Today I listened to my wife, Laurel, leave a message on his voice mail. She isn't happy with the planned wolf killing, to put it mildly, and wasn't shy about forcefully expressing her opinion.
Which I share.
It seems ridiculous that wildlife officials are willing to risk extinguishing Oregon's fragile wolf population (this killing will eliminate a breeding pair, likely leaving none) because a few cattle may have been predated upon.
What's more important, losing a few cows/calfs when there are about 960,000 of them in this state, or losing two of fourteen wolves? Adding to the ridiculousness, ranchers are compensated for confirmed wolf kills, so money isn't the issue here.
This really is a battle for the wild soul of Oregon.
That might sound overly dramatic, but I stand by that statement. As would, I'm sure, the activists who chained themselves to the ODFW doors in Salem today in a protest against the unnecessary wolf killings.
Good for them. I took part in sit-ins against the Vietnam War way back in the 1960's. The war was unjust, just as the wolf killings are. Sometimes it is necessary to take a dramatic stand when authorities are unable or unwilling to hear the voice of reason.
Are you listening, ODFW? You have the word "wildlife" in your organization's name. Oregonians love their wilderness, and they love the wildlife who inhabit that wilderness. Wolves included.
Not all ranchers are as wolfphobic as Todd Nash, who requested that the pair of wolves be killed after he claimed some livestock losses. Nash is one of many "welfare ranchers" who are happy to use public grazing lands at an absurdly minimal cost, yet get upset when the public asks them to co-exist with wolves who live on those lands.
Rancher Todd Nash is not happy about losing any of his cattle to the wolves. He had one confirmed wolf kill on a calf in the Spring of 2010 near where this photo was taken in the “Divide Country” of Eastern Wallowa County, (which has now been compensated by Defenders of Wildlife). He says he had as many as 15 unconfirmed kills last year when he was grazing his cows in this remote area, but there is no way to confirm the losses without evidence of a kill. Todd uses federal lease allotment grazing land in central wolf country.
In today's online Portland Oregonian, Ceiridwen Terrill posted an excellent "We Can Save Oregon's Wolves" piece. He ends with:
The wildlife and public lands of Oregon belong to us all. Will we Oregonians be able to tell our children that we chose to be a model for other Western states and share the land with wolves, not just those species that don't inconvenience some of us?
There are quite a few interesting comments on Terrill's thoughts. Here's part of one from someone who knows the truth about welfare ranching on public lands.

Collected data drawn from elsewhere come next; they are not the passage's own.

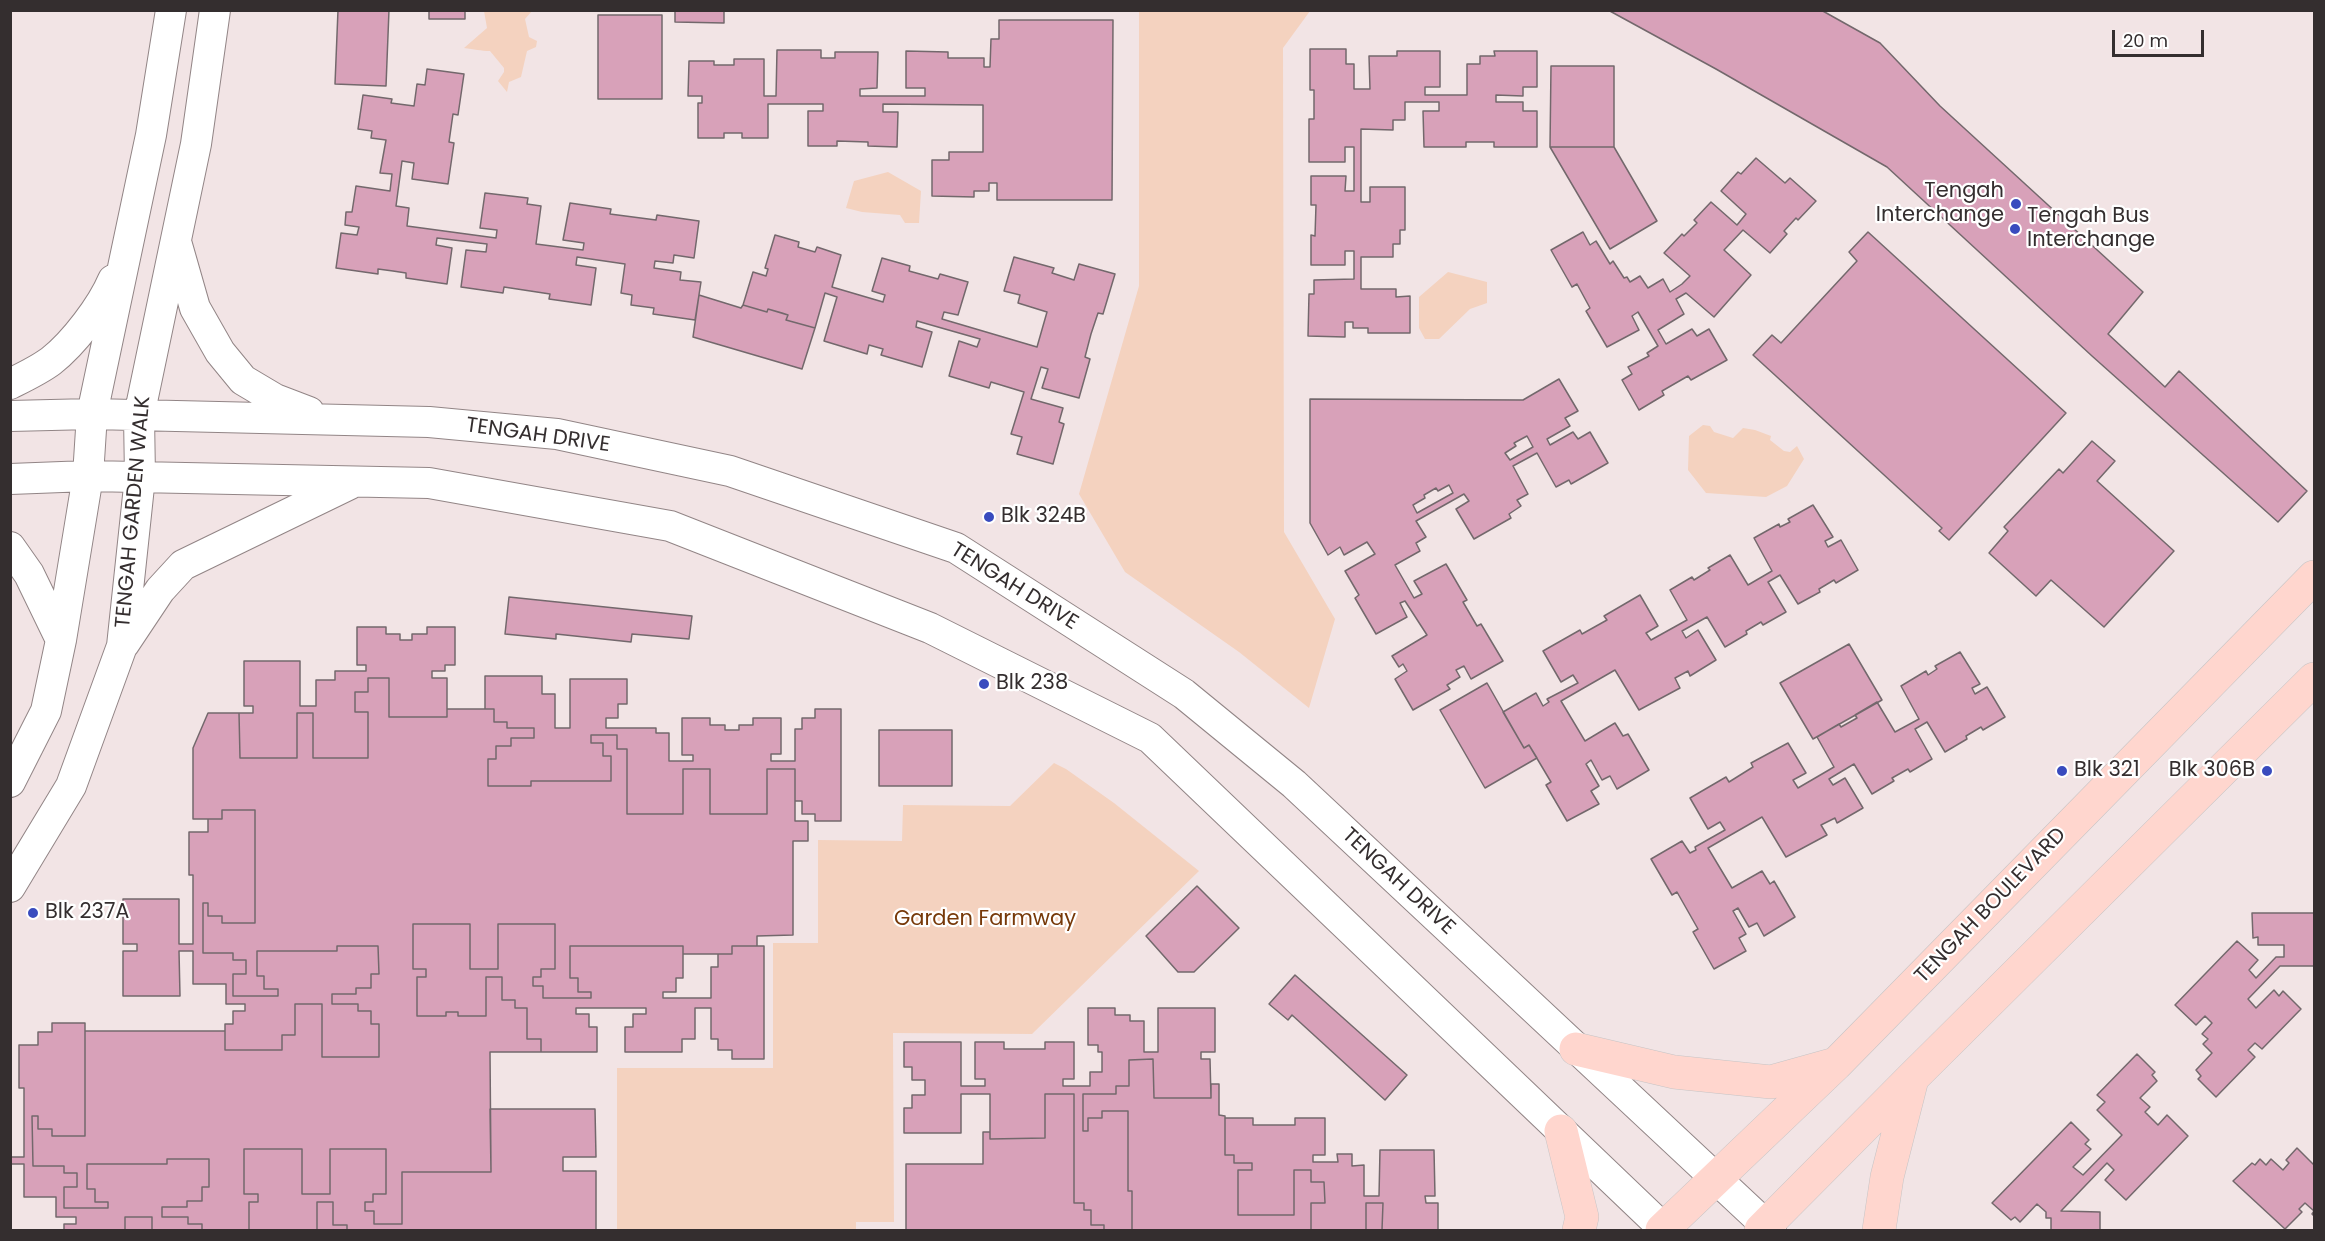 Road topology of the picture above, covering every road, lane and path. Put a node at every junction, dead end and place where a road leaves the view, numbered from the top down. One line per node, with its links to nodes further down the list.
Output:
1 (171, 10): 3 (street)
2 (215, 10): 4 (street, TENGAH GARDEN WALK)
3 (129, 243): 5 (street); 6 (street)
4 (176, 243): 8 (street, TENGAH GARDEN WALK); 9 (street)
5 (10, 384)
6 (92, 414): 7 (street, TENGAH DRIVE); 8 (street, TENGAH DRIVE); 10 (street)
7 (10, 416)
8 (139, 416): 9 (street, TENGAH DRIVE); 11 (street, TENGAH GARDEN WALK)
9 (328, 420): 21 (street, TENGAH DRIVE)
10 (88, 476): 11 (street); 12 (street); 16 (street)
11 (140, 477): 13 (street); 17 (street, TENGAH GARDEN WALK)
12 (10, 479)
13 (356, 481): 17 (street); 24 (street)
14 (10, 547): 16 (street)
15 (2314, 577): 22 (main road, TENGAH BOULEVARD)
16 (61, 640): 19 (street)
17 (122, 646): 20 (street, TENGAH GARDEN WALK)
18 (2314, 679): 23 (main road)
19 (10, 782)
20 (10, 887)
21 (1575, 1049): 22 (main road); 25 (street, TENGAH DRIVE)
22 (1836, 1064): 25 (main road, TENGAH BOULEVARD)
23 (1913, 1077): 26 (main road); 29 (main road)
24 (1561, 1131): 27 (main road); 28 (street)
25 (1715, 1180): 26 (street, TENGAH DRIVE); 28 (main road, TENGAH BOULEVARD)
26 (1766, 1229)
27 (1579, 1230)
28 (1663, 1230)
29 (1879, 1230)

Every wolf story brings out cattlemen to cry the "Red Riding Hood" story to a public in the city totally ignorant of the predator role in sound management, and healthy populations, wildlife and domestic critters. The destruction of our rangelands by livestock grazing includes destroying water sources and "poisoning" of free flowing waters by cattle and sheep- like Giaridia infestations that have made almost all streams in the west either "suspect" or outright dangerous.
Significant in the article is the ridiculously low $1.35 per AUM fee ranchers pay on public land, "moofare" costs Americans far more than "welfare", as "city folk" don't destroy rangelands that wildlife like deer, pronghorn and antelope depend upon, government "free rides" to them don't cost nearly as much as "free range". Just the number of people killed by hitting cows on that "free range" when they're in highways far exceed human deaths and damage caused by "predators".

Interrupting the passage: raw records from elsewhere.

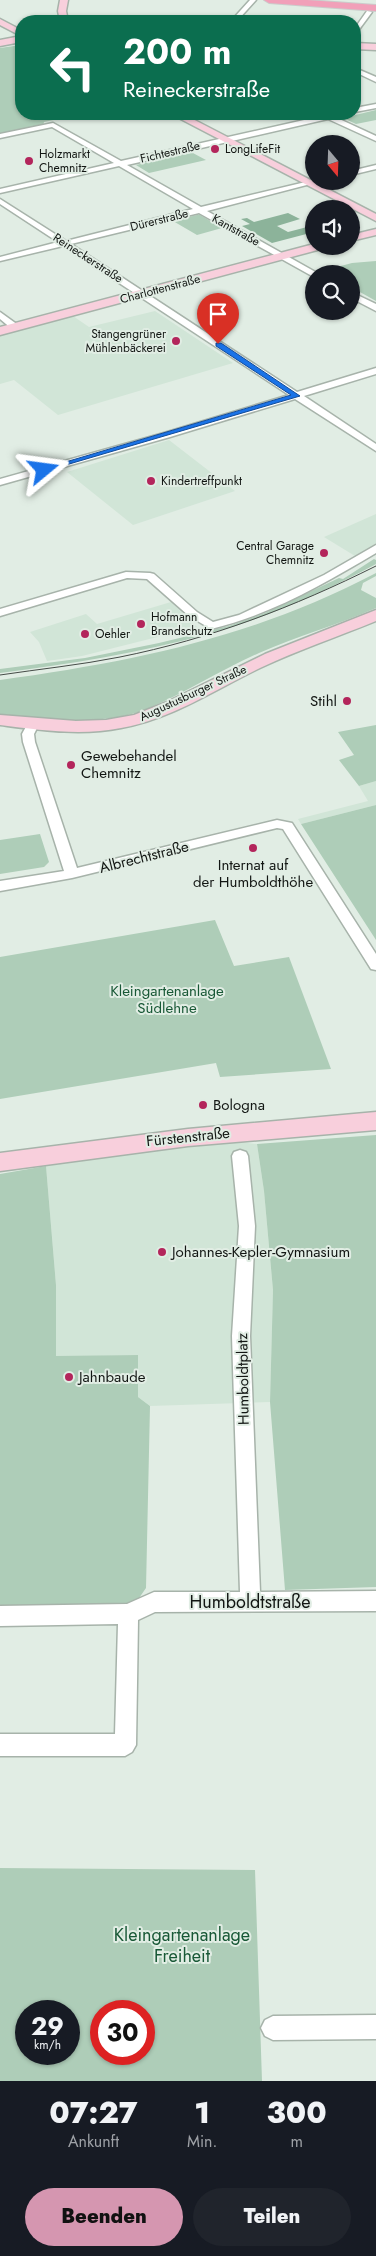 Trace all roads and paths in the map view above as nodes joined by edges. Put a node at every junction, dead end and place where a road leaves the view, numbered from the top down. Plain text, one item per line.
1 (64, 0) edge
2 (253, 0) edge
3 (269, 0) edge
4 (372, 10) edge
5 (63, 15) edge
6 (239, 15) edge
7 (0, 22) edge
8 (361, 24) edge
9 (15, 30) edge
10 (15, 42) edge
11 (0, 44) edge
12 (361, 46) edge
13 (376, 47) edge
14 (361, 73) edge
15 (376, 80) edge
16 (376, 106) edge
17 (361, 109) edge
18 (188, 120) edge
19 (305, 120) edge
20 (336, 120) edge
21 (0, 136) edge
22 (376, 139) edge
23 (226, 140) junction
24 (120, 163) junction
25 (376, 167) edge
26 (360, 171) edge
27 (305, 178) edge
28 (305, 184) edge
29 (0, 190) edge
30 (328, 190) edge
31 (0, 201) edge
32 (200, 210) junction
33 (376, 218) edge
34 (376, 232) edge
35 (360, 236) edge
36 (65, 243) junction
37 (305, 250) edge
38 (284, 256) junction
39 (0, 259) edge
40 (305, 268) edge
41 (141, 294) junction
42 (360, 299) edge
43 (376, 308) edge
44 (0, 315) edge
45 (15, 327) junction
46 (0, 331) edge
47 (376, 371) edge
48 (296, 396) junction
49 (376, 448) edge
50 (0, 482) edge
51 (376, 548) edge
52 (0, 613) edge
53 (376, 615) edge
54 (0, 720) edge
55 (33, 724) junction
56 (72, 874) junction
57 (0, 886) edge
58 (376, 965) edge
59 (376, 1121) edge
60 (240, 1156) dead end
61 (0, 1162) edge
62 (376, 1601) edge
63 (250, 1602) junction
64 (128, 1614) junction
65 (0, 1616) edge
66 (0, 1745) edge
67 (376, 2027) edge
68 (273, 2028) dead end

1 - 5 main road
2 - 6 street
3 - 4 main road
4 - 8 street
7 - 9 main road
10 - 11 main road
12 - 13 main road
14 - 15 street
16 - 17 street
18 - 23 main road
19 - 23 street, Fichtestraße
20 - 22 street
21 - 24 street, Kantstraße
23 - 24 street, Fichtestraße
23 - 27 main road
24 - 29 street, Fichtestraße
24 - 32 street, Kantstraße
25 - 26 street
28 - 32 street, Dürerstraße
30 - 33 main road
31 - 36 street, Reineckerstraße
32 - 36 street, Dürerstraße
32 - 38 street, Kantstraße
34 - 35 main road
36 - 39 street, Dürerstraße
36 - 41 street, Reineckerstraße
37 - 38 main road, Charlottenstraße
38 - 40 street, Kantstraße
38 - 41 main road, Charlottenstraße
41 - 45 main road, Charlottenstraße
41 - 48 street, Reineckerstraße
42 - 43 street
44 - 45 street
45 - 46 main road, Charlottenstraße
47 - 48 street
48 - 49 street, Reineckerstraße
48 - 50 street
51 - 52 street
53 - 55 main road, Augustusburger Straße
54 - 55 main road, Augustusburger Straße
55 - 56 street
56 - 57 street, Albrechtstraße
56 - 58 street, Albrechtstraße
59 - 61 main road, Fürstenstraße
60 - 63 street, Humboldtplatz
62 - 63 street, Humboldtstraße
63 - 64 street, Humboldtstraße
64 - 65 street, Humboldtstraße
64 - 66 street
67 - 68 street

As to those "non-confirmed" kills by coyotes and wolves, I've seen those carcasses being "attacked" when the cow died while calving at 20 below zero out on the open public range, where ranchers put them to save money on grazing fees by calving on "winter range". Yep, wolves can jump fences, actually, so can cows! Not to mention how cows "magically" take down gates, or have "hunters" open them so they can go from licensed range, onto allotments they're not supposed to be on, or into wildlife and water exclosures where the grass is literally greener, and "tastier". It's funny how no sign of hunters is around months before hunting season, but signs of buckaroo activity show up around those "accidentally" opened gates.
Yes, with over 40 years out observing those rangelands, and wildlife as well as livestock, I understand the ranchers' "plight", especially when they ARE compensated for ACTUAL losses to wolves that can be proven. Now if they just had to pay for the damage their livestock has been proven, for decades, to have caused, or even those "range improvements" that decimate wildlife populations, migrations, and breeding grounds.
Many ranchers recognize that it is possible to raise cattle in an environmentally responsible way and still make a decent living. Todd Nash, unfortunately, appears to be one of the uninformed "the only good wolf is a dead wolf" ranchers. They can't be allowed to dictate Oregon's wolf policy.
I grew up in a ranching town. I spent my youth wandering the foothills of the Sierra Nevada mountains. I learned how to deal with rattlesnakes and other dangers. I didn't expect wilderness areas to be made into a theme park, nor did any of the ranching families I knew.
Wolves are wild. This scares some people.
Well, they should move to a condo in Portland if they are afraid of being around top predators like cougars and wolves. Where my wife and I live, cougars are known to roam. We enjoy this.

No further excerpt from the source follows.